Friday, June 06, 2008

The dying American empire

My recent trip to Europe made very clear what I've known for some time: The US is a dying empire.

The eastern European nations I visited are on the rise and making tremendous gains. Travelling around Europe involved clean, comfortable, efficient trains that ran on time. Everywhere we went things were improving. European societies are seeing phenomenal economic growth while maintaining a reasonable social safety net to ensure prosperity for all. The cities are compact and easily navigable. Because of the urban density, the countrysides are still full of open space that is easily accessible to urban residents.

The day I left was a vivid example of the contrast. The day started in Hannover, Germany. My wife and I walked to the train station. As a rule, almost everybody in European cities lives close enough to the transit hub to reach it in 20 minutes or less by public transit or bike, ridding them of a dependency on oil-sucking autos. At the train station, Skye departed for Prague, taking a route that required a transfer with only an 8 minute before the second train departed. She easily made it, of course, as the trains almost always run right on time. I left for the Frankfurt airport, covering a couple hundred miles comfortably and in a little over two hours. The train pulled right into the airport and I was at my gate in no time. Everything in the airport was well laid-out and clearly signed. The airport was also the train station as well as a shopping center and banking complex.

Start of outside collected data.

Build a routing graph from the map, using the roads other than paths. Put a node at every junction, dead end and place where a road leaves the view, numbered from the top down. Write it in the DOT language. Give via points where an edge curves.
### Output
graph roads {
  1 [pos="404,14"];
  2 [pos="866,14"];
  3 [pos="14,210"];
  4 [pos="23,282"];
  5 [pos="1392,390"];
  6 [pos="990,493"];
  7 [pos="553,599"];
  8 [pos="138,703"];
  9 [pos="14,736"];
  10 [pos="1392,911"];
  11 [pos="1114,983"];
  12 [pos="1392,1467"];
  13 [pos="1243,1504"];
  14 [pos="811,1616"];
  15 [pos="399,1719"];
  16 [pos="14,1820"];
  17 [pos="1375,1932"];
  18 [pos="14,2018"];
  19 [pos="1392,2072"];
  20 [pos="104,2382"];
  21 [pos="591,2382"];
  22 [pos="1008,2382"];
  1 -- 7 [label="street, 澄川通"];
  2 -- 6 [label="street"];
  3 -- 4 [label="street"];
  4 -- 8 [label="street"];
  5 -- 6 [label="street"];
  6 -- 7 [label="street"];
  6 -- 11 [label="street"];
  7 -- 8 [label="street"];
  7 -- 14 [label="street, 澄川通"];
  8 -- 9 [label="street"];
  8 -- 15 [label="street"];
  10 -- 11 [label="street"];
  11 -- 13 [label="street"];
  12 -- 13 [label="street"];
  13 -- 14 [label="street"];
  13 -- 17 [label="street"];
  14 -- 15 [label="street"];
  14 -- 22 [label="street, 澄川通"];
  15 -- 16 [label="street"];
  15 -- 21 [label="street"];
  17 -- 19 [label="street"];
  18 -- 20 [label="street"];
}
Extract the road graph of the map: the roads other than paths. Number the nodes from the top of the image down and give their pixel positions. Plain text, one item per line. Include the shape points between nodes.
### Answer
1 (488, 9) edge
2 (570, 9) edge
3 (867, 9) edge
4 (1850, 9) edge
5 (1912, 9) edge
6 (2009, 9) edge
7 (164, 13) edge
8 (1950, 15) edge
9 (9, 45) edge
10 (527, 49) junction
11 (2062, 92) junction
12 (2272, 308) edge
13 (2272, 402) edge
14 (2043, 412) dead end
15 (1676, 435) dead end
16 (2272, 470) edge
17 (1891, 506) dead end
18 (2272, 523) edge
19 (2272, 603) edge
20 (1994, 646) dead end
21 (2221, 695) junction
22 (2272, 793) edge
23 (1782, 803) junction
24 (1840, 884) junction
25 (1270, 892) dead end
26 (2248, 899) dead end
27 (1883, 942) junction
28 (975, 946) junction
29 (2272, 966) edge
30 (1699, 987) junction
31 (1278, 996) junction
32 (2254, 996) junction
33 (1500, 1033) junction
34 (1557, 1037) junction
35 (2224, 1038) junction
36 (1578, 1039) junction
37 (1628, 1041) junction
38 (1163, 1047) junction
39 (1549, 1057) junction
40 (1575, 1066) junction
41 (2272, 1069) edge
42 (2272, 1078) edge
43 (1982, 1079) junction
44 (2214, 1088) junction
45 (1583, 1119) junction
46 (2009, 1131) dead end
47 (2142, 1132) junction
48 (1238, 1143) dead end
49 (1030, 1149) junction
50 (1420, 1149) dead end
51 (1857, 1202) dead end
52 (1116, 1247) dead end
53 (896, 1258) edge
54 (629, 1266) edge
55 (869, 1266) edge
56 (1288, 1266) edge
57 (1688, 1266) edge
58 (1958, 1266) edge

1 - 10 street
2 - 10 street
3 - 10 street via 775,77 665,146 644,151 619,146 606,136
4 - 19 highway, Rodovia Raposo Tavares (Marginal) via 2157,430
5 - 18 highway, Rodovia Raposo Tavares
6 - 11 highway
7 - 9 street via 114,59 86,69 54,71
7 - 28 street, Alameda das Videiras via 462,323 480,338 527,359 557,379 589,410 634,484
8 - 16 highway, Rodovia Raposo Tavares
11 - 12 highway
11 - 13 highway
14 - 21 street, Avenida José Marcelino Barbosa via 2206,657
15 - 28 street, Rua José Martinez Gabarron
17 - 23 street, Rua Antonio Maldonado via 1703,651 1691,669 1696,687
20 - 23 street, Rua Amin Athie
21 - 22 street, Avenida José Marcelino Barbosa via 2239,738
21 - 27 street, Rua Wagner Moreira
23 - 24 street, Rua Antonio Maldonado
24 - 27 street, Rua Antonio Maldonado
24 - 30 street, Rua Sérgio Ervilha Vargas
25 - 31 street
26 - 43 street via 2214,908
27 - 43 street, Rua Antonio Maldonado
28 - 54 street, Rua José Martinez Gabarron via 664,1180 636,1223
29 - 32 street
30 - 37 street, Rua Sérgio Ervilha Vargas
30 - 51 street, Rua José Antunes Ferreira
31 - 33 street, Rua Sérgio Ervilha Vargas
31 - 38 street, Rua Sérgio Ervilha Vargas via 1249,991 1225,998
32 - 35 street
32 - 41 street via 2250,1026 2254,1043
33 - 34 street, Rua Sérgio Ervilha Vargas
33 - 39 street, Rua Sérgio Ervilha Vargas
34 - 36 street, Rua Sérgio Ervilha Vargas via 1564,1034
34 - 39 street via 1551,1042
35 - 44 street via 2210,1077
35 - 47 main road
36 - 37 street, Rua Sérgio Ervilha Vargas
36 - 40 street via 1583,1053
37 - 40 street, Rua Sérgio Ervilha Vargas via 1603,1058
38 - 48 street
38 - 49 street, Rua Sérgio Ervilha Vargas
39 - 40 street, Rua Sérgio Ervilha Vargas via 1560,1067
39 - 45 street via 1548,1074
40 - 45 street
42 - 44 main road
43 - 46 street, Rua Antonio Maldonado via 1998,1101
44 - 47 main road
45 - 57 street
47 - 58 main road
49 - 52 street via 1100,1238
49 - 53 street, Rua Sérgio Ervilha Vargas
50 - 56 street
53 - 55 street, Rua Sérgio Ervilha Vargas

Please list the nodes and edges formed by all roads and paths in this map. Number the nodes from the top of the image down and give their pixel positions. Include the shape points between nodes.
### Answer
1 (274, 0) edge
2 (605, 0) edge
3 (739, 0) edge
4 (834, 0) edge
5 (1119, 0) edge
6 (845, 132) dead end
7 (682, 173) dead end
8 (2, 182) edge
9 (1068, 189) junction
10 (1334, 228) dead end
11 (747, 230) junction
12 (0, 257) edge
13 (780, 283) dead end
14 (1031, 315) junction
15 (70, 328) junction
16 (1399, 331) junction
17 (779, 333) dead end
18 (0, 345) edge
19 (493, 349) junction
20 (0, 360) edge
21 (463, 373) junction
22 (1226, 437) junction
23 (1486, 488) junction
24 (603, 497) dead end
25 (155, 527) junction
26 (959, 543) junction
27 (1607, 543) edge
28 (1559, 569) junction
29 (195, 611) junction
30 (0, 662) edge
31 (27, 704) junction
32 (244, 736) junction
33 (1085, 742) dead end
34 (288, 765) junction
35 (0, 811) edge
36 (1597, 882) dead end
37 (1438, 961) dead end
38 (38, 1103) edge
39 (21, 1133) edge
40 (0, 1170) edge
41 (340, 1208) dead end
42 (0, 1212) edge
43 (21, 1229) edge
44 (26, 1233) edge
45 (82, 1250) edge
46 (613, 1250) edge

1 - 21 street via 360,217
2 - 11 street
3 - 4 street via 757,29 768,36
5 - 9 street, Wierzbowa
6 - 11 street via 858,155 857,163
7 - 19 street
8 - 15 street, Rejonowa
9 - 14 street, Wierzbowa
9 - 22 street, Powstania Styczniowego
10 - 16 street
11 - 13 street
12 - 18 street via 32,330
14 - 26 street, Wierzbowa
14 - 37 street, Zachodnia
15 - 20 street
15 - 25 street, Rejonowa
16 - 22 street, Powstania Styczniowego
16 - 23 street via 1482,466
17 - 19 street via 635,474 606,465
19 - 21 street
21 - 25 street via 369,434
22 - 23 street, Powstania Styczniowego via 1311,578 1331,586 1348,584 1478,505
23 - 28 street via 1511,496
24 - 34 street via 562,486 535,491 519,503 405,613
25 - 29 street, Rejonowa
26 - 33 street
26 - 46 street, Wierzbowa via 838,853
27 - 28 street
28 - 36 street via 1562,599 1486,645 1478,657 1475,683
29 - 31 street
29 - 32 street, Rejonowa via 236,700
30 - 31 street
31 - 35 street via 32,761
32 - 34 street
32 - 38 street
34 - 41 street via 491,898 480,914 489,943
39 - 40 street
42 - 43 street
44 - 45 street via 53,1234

After arriving in the States, everything changed. The entire customs and passport-control process was poorly laid out with minimal signage. Unlike in Europe, all the airport staff appeared to be monolingual and unable to help the visitors from other countries. The baggage collection area was chaotic...the signage conflicted with what agents were telling us. When the baggage was re-checked, nobody seemed able to tell us where to put our bags. I left the secure area to meet my dad, who lives in the area, during my long layover. Finding a simple place to eat required almost 45 minutes of driving around. I noticed multiple ATMs and electronic kiosks were out of order. Simply driving a few miles from the nearest restaurant back to the airport took over 20 minutes. The final leg of my journey began with a wait of well over an hour at the gate. First the subcontractors who loaded the luggage spent 45 minutes trying to figure out what to do with oversize luggage. Then another 30 minutes was spent trying to locate somebody authorized to drive the truck that pushes planes away from the gate. On the other end of the flight, we spent 30 minutes waiting for the luggage to get unloaded. Overall, the whole experience on the US side of the Atlantic reminded me of experiences I've had in Costa Rica and Jamaica.

Clearly the US is on the downside. We've had a good run, but it looks like our time as a global superpower is over.